[Information supplied — start]

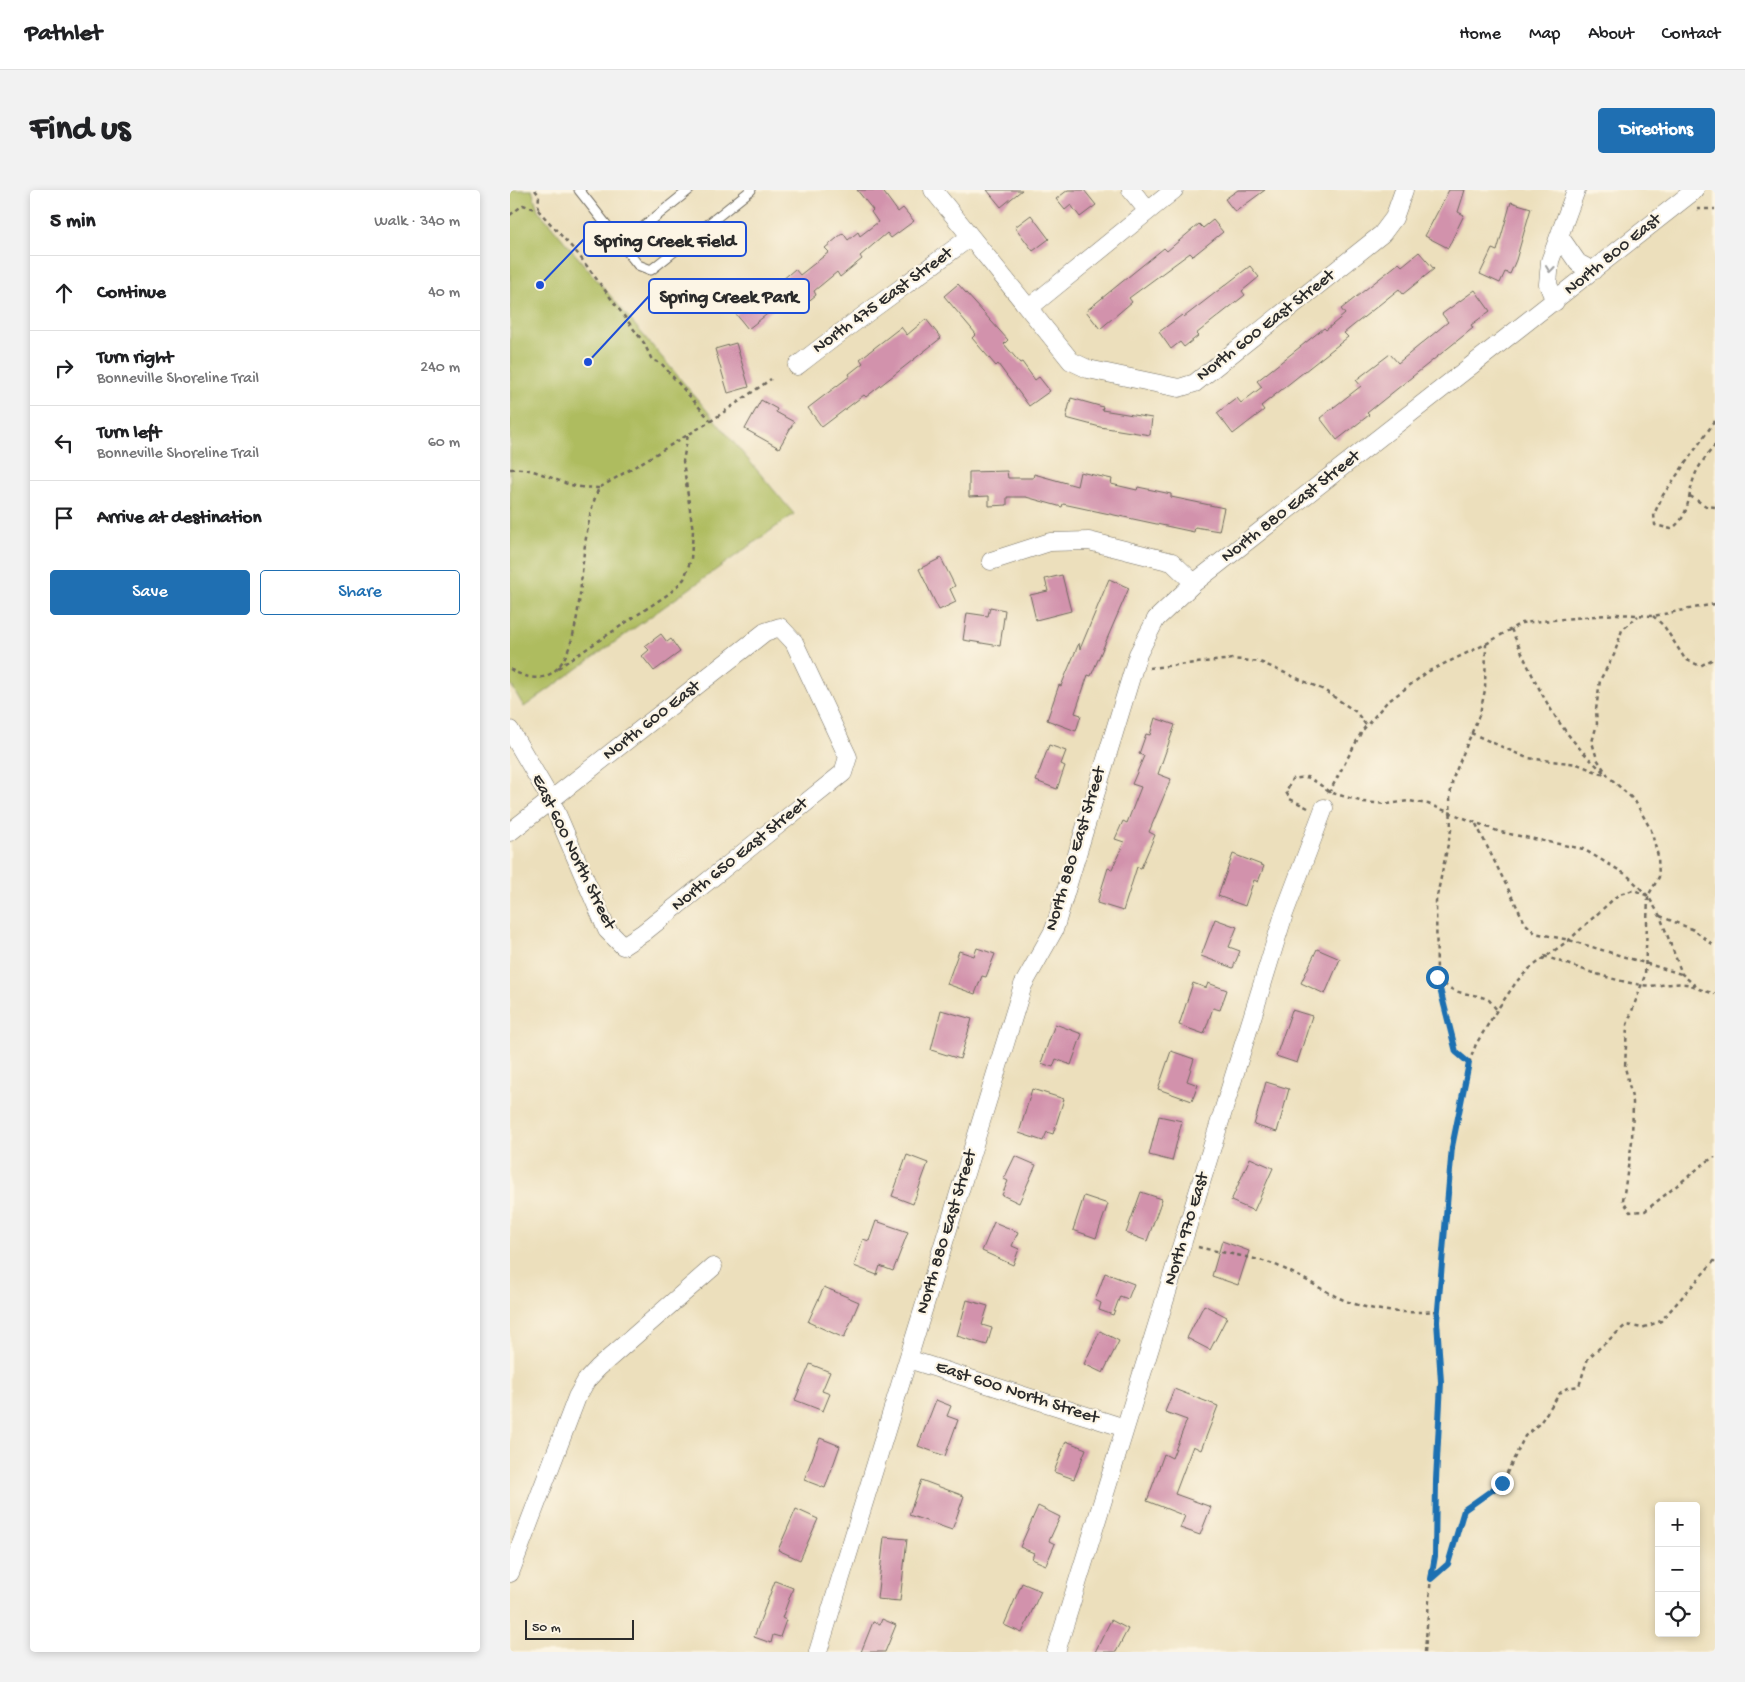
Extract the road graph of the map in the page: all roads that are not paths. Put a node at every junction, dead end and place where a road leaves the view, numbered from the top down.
1 (579, 190) edge
2 (690, 190) edge
3 (751, 190) edge
4 (933, 190) edge
5 (1131, 190) edge
6 (1174, 190) edge
7 (1404, 190) edge
8 (1576, 190) edge
9 (1695, 190) edge
10 (1148, 211) junction
11 (970, 237) junction
12 (1560, 237) junction
13 (622, 244) junction
14 (1593, 270) junction
15 (1555, 302) junction
16 (1029, 308) junction
17 (797, 366) dead end
18 (991, 561) dead end
19 (1194, 583) junction
20 (510, 730) edge
21 (848, 758) joint
22 (551, 800) junction
23 (1325, 804) road end
24 (510, 832) edge
25 (623, 946) joint
26 (713, 1267) dead end
27 (908, 1359) junction
28 (1125, 1428) junction
29 (510, 1573) edge
30 (818, 1652) edge
31 (1056, 1652) edge

1 - 13 lane
2 - 13 lane
3 - 13 lane
4 - 11 street, North 600 East Street
5 - 10 street
6 - 10 street
7 - 16 street, North 600 East Street
8 - 12 street
9 - 14 street, North 800 East
10 - 16 street
11 - 16 street, North 600 East Street
11 - 17 street, North 475 East Street
12 - 14 street
12 -> 15 street
14 - 15 street, North 800 East
15 - 19 street, North 880 East Street
18 - 19 street
19 - 27 street, North 880 East Street
20 - 22 street, East 600 North Street
21 - 22 street, North 600 East
21 - 25 street, North 650 East Street
22 - 24 street, North 600 East
22 - 25 street, East 600 North Street
23 - 28 street, North 970 East
26 - 29 street
27 - 28 street, East 600 North Street
27 - 30 street, North 880 East Street
28 - 31 street, North 970 East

[Information supplied — finish]

The answer must be every line of the listing that holds the word "dead".

> Answer section
Extract the road graph of the map in the page: all roads that are not paths. Put a node at every junction, dead end and place where a road leaves the view, numbered from the top down.
17 (797, 366) dead end
18 (991, 561) dead end
26 (713, 1267) dead end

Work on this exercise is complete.